Notion is quietly becoming a major player in the project management space and a serious Asana alternative. Beyond being a project management tool, it can double as a team wiki and a database for your business. Together, these traits make it invaluable when trying to set up a single point of truth for your brand.

It has a mobile application which allows you to work from almost anywhere and boasts many popular companies as customers. It also has multiple templates that you can use to jumpstart the process of building out your company wiki and projects.

Key features

  • Team wiki and document generation
  • Projects
  • Multiple views such as Kanban boards and task lists
  • Share documents
  • Team collaboration tools
  • An open API
  • Integrations with multiple tools such as Slack and Figma
  • Mobile application


  • The search leaves a lot to be desired
  • Like many similar tools, it takes time to get set up properly


It has a free plan and three paid tiers.

  • Personal pro $4/m for one user
  • Team $8/m/user
  • Enterprise has custom pricing

9.    Basecamp

Basecamp homepage

While Basecamp may be more basic than the other tools on this list, it’s still an Asana competitor worth mentioning. It’s been around for a long time and the founders are more vocal than most – not shying away from challenging the normal startup narrative. The good news is that the company does more than post scathing blog posts – it has built a solid tool.

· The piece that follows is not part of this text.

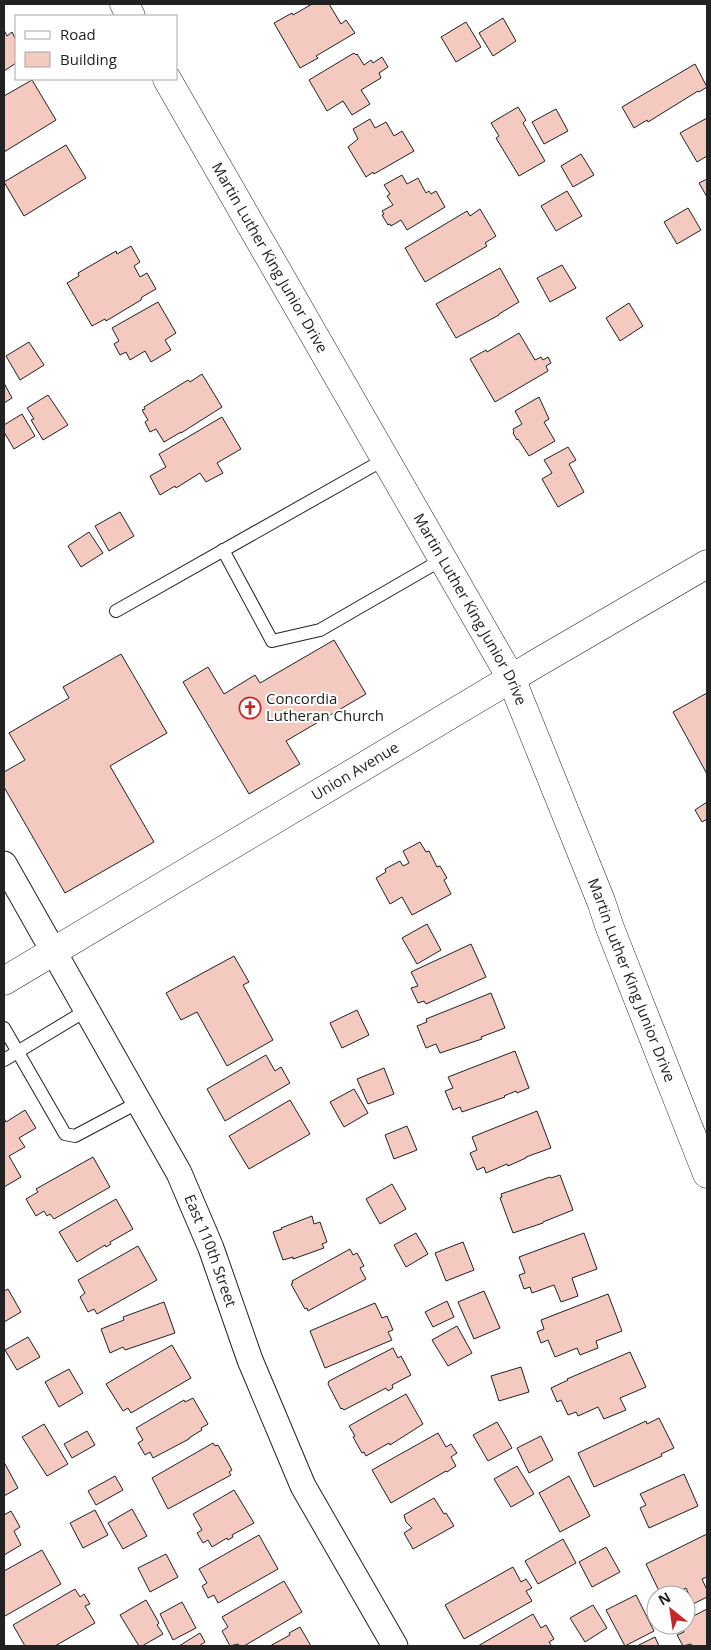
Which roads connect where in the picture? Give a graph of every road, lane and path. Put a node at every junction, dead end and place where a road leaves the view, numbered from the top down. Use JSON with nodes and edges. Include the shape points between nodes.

Basecamp provides a simple project management platform that allows you to build out task lists and communicate with your team fairly easily. You can create documents, upload files, and create regular notifications to keep the entire team in sync.

Key features

  • A team-wide message board
  • To-do lists
  • Calendars
  • File sharing
  • Group chat (and task-based chat)
  • Integrations with other tools
  • Flat rate pricing


  • It doesn’t have many advanced features
  • The reporting leaves a lot to be desired


Basecamp is $99/m for unlimited users and all features.

10.    Trello

Trello homepage image

Trello was acquired by Atlassian and has become an important part of the product suite. It’s designed to make managing projects and collaborating incredibly simple. Because of this focus, it hasn’t expanded its feature set as aggressively as other tools on this list.

It has stuck to the Kanban board style of managing tasks – though you can also access a timeline and todo list view. If you want something that’s simple and effective then Trello is a great choice.

Key features

  • Multiple views
  • Simple automations
  • Detailed card information
  • Team chatting
  • Third-party integrations
  • File uploading


  • Information discovery is difficult with large project boards
  • Because of the way projects are organized in Trello, more complex projects can be hard to properly visualize and organize


Trello has a free plan and its paid plan is $10/m/user. It also has an enterprise plan with custom pricing.


Asana is a solid project management and team collaboration tool. For most people, it does what’s necessary and much more. Whether you’re tired of Asana, don’t like certain features, or want to switch things up, the Asana alternatives on this list will make that happen.

Wrike and Monday are what I consider the best options for a small or medium business while something like Smartsheet is ideal for a larger enterprise. Notion is ideal for a smaller team. Whichever one you choose, it’ll be difficult to go wrong.